Thursday, April 19, 2007

Needle and Thread Cartooning - The Bayeux Tapestry

Cartooning has an ancient etiology. It allows for pictorial transmission of the religious, political, social and other messages of a culture particularly to those not literate. And over the ages has involved various forms from ancient Egyptian temple base reliefs, through Medieval stained glass windows and wall tapestries, to Renaissance frescos and beyond to 'The Far Side' of Gary Larsen.

Now, I wanted to play round for a bit with the justly world famous Bayeux Tapestry, which in fact is not a tapestry at all, but an embroidery of stitched woollen yarns on linen.


Its origins are uncertain - some suggest it was crafted in Kent in England. Now in Bayeux in north west France, it first appears in written records in 1476 as an entry in an inventory of this city's cathedral treasury as 'a very long and narrow hanging on which are embroidered figures and inscriptions comprising a representation of the conquest of England'.

It was probably commissioned by between 1070 and 1080 by Bishop Odo for his new cathedral at Bayeux, the church being completed in 1077. The tapestry was to commemorate the victory in 1066 of William the Conqueror (Ode's half brother) over King Harold at the Battle of Hastings. And to legitimize William of Normandy (in France) as the new ruler of England. The bishop subsequently also became Earl of Kent, hence the proposed origin of the tapestry.

The panorama of scenes of the work (including 11 Hastings battles) is accompanied by a Latin text, and bordered above and below with a band of often symbolic imagery, all of which has helped the rise of an impressive scholarship around the 70 metre embroidery. Each scene can now be identified, along with its actual participants (from the border heraldic emblems). And other iconography can be decoded.


Two of the most famous protagonists are of course King Harold Godwinson and King William the Conquerer, both shown in kingly mode:



With the transferring of kinghood being achieved by the Harold coping one in the eye with an arrow, as in the renowned scene below. Well, famous at least for school persons reading books designed to give the Norman (as opposed to Anglo-Saxon or other) view of history.

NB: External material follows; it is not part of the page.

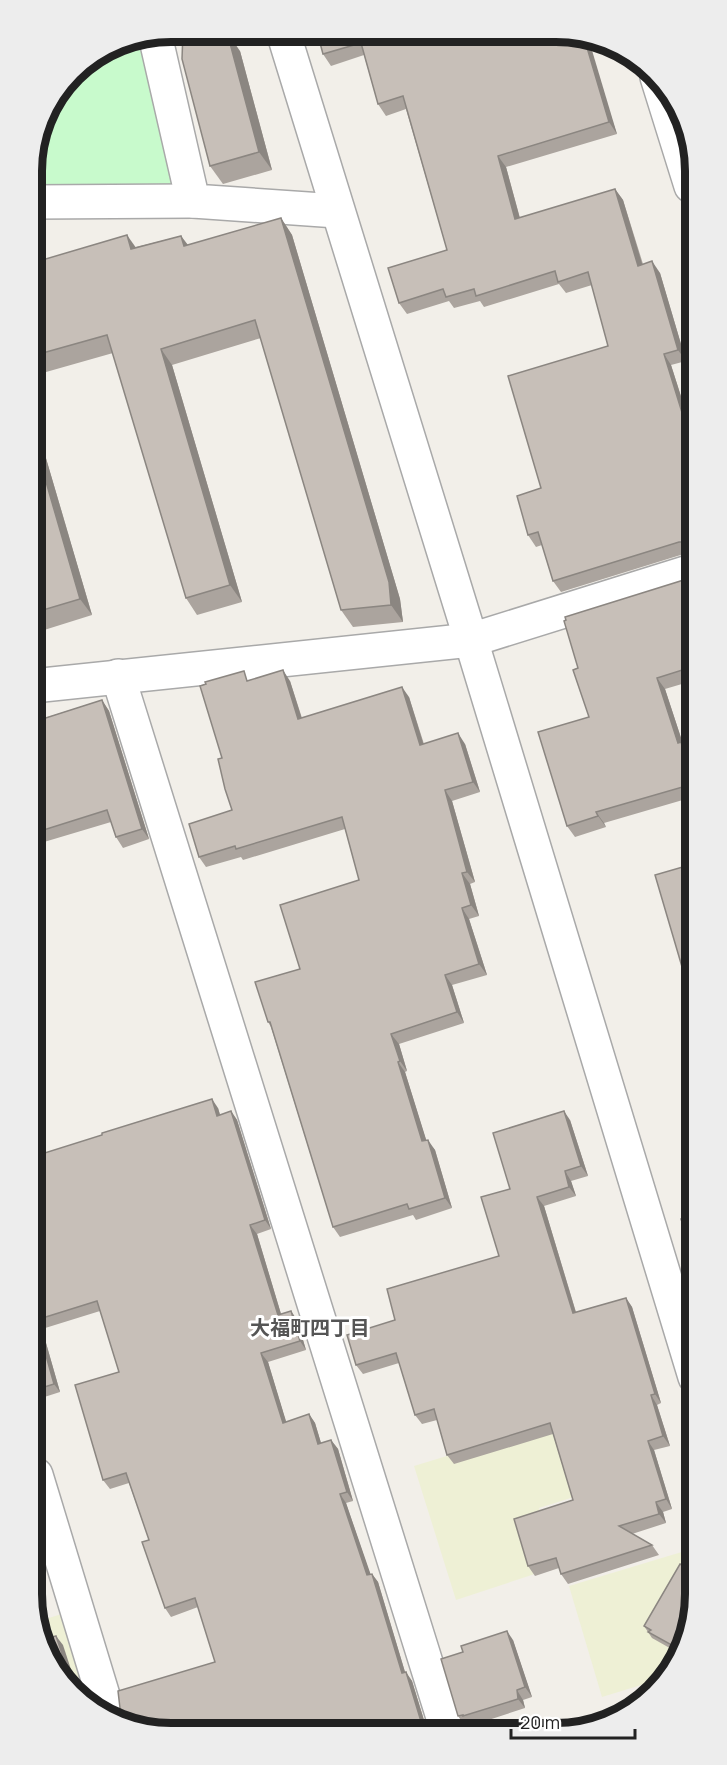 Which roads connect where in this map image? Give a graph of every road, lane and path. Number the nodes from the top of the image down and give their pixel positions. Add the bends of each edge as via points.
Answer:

This scene is followed by the lesser-known but moving pre-burial scene of Harold:


There are lots of nice juicy battle scenes, which give a clear picture of how such conflicts unfolded, what weaponry was used and what protective armour and other clothing worn and so on - so great for social history:




And heaps of other stuff.

But the one thing I find most fascinating is the recording of the 1066 appearance of Halley's Comet. I particularly love the sense of wonder on the observers' faces (all those down-turned mouths!), as they point towards the heavens in the second image:



So as well as all else, this astonishing object documents the state of scientific knowledge at the time.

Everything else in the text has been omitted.